I am looking at the recently published signal tracks from Roadmap Epigenomics project. Namely the section d in http://egg2.wustl.edu/roadmap/web_portal/processed_data.html.
They suggest using their -log10 p-value track for analysis. The way the track is generated is explained here as well as in their Nature paper. MACS2 function bdgcmp seems to have been used to do the heavy-lifting (see line 217 of the script). Semantically, as described in the paper, it is supposed to give you a p-value from Poisson distribution that a signal/noise ratio is higher than the one expected from chance. I am interested in this p-value.

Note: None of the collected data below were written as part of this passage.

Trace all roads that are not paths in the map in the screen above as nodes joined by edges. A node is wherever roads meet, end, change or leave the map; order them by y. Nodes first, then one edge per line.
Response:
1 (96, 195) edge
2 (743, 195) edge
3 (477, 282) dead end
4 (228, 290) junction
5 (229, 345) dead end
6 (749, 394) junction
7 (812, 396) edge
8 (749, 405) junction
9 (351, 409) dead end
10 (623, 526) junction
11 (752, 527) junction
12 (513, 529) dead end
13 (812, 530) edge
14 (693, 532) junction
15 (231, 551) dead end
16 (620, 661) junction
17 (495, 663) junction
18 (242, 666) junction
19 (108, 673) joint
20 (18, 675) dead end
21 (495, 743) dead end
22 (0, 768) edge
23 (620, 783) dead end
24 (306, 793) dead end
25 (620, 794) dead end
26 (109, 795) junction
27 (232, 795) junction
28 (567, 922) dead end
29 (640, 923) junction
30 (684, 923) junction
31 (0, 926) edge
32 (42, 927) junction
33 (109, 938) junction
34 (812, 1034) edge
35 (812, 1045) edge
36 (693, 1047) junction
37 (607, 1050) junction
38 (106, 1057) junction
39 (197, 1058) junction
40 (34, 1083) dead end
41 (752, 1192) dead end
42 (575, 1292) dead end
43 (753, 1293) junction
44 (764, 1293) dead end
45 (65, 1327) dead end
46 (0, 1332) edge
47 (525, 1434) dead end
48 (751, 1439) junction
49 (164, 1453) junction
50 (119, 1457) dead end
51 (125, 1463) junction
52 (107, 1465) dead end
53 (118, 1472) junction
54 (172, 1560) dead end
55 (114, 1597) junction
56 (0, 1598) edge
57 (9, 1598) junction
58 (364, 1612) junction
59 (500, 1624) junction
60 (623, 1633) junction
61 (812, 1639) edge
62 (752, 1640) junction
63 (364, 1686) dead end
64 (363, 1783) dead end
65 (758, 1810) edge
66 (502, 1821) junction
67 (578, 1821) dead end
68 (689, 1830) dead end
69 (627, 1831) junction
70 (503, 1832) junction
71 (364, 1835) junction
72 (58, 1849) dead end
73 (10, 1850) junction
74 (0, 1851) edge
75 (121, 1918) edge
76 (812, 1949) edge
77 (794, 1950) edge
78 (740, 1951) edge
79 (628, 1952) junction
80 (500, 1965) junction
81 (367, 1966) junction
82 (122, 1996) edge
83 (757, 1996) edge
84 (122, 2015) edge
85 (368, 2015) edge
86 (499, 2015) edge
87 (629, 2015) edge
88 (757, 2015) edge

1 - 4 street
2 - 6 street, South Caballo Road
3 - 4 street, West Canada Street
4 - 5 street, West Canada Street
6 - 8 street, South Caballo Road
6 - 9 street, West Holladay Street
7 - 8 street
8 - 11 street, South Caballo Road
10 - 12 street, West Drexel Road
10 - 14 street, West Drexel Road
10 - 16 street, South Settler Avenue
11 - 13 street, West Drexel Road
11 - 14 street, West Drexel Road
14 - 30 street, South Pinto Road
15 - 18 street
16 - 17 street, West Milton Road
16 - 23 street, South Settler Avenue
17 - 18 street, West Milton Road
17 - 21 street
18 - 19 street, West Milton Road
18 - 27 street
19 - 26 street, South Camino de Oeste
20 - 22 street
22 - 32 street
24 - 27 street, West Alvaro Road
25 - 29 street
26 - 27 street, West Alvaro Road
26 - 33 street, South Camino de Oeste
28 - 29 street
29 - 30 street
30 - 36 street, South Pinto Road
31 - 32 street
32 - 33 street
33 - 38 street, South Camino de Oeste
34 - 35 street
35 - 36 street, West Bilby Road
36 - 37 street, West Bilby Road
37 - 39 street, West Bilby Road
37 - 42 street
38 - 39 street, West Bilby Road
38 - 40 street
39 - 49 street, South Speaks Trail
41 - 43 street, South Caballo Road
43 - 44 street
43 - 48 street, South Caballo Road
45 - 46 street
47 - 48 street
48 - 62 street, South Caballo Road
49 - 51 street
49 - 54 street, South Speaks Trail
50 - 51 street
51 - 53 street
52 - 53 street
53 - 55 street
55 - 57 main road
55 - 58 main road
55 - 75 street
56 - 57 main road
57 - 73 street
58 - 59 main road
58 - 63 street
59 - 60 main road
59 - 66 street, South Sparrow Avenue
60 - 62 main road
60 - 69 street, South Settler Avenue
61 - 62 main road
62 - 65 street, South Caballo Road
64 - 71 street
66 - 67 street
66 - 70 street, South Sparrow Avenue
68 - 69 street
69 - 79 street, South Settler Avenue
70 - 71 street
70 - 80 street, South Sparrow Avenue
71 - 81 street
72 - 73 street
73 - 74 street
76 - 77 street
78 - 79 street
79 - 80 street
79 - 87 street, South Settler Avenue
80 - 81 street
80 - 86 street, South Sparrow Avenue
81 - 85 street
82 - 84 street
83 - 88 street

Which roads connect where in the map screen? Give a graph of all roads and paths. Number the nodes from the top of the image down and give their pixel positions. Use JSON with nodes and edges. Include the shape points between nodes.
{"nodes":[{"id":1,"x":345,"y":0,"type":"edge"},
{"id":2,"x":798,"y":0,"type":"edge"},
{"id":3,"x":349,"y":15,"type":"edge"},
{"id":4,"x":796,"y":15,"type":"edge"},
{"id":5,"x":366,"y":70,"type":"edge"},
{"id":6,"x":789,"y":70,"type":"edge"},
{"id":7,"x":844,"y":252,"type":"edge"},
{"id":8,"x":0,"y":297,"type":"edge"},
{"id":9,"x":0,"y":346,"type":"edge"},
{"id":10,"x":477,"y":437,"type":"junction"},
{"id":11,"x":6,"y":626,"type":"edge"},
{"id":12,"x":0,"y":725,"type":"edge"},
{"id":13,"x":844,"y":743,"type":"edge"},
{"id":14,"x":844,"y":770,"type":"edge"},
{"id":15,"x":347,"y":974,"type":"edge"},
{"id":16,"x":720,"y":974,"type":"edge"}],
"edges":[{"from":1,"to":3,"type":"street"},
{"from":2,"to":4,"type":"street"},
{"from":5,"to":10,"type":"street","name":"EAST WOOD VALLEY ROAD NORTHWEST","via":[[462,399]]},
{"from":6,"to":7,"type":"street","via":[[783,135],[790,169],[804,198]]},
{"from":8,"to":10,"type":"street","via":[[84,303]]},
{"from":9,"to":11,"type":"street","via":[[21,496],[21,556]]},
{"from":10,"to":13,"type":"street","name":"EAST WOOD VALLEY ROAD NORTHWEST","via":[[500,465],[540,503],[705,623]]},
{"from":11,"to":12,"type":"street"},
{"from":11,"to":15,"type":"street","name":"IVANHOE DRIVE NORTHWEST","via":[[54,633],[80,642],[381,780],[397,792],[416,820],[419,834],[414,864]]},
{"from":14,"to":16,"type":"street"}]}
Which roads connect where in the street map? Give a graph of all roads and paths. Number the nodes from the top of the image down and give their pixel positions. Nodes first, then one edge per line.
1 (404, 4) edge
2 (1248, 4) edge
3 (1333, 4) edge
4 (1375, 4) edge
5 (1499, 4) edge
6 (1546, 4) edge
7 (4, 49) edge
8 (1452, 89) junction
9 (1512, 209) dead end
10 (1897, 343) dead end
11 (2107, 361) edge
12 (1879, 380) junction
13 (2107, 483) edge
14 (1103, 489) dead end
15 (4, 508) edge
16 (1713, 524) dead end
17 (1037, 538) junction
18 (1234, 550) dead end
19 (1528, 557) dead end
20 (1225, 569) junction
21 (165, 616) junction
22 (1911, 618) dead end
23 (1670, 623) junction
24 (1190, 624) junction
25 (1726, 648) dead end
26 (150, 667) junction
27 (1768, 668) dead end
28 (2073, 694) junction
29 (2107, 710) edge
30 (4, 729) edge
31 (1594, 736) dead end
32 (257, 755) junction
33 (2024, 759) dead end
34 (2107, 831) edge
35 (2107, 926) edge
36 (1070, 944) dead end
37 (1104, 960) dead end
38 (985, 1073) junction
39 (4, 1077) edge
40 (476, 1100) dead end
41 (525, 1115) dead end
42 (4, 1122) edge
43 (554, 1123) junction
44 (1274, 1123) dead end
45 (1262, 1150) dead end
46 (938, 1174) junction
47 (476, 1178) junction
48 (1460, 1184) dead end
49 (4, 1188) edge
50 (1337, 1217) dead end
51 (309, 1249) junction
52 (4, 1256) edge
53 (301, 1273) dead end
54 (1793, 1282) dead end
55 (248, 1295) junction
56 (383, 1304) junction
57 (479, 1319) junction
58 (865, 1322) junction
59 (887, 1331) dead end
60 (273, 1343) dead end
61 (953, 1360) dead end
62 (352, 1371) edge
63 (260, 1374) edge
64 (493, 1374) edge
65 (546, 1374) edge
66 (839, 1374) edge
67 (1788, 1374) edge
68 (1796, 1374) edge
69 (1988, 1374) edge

I want to, however, look into non-overlapping windows in the genome (i.e. bins) of some size, say 100bp.
The output produced by MACS (and thus the consortium) is of form:
chr1 0 9853 0.01005 chr1 9853 9927 0.05026 chr1 9927 9971 0.13816
Where the last column is the p-value and the first three describe the genomic interval.
Since I am interested in fixed-length bins I wonder how one would define the p-value for fixed-length bins using this data, keeping the underlying Poisson model in mind. For instance, what is the p-value associated with bin chr1:9800-9900?
A quick an dirty way is to, of course, use Ernst and Kellis approach and to "take a base-level average of signal overlapping each [25bp] bin". I wonder if this is the best approach from the statistical sense, or is there better one?
Don't think any of them would make much difference in the downstream analysis, but I am still wondering. More out of curiosity than practicality, I guess.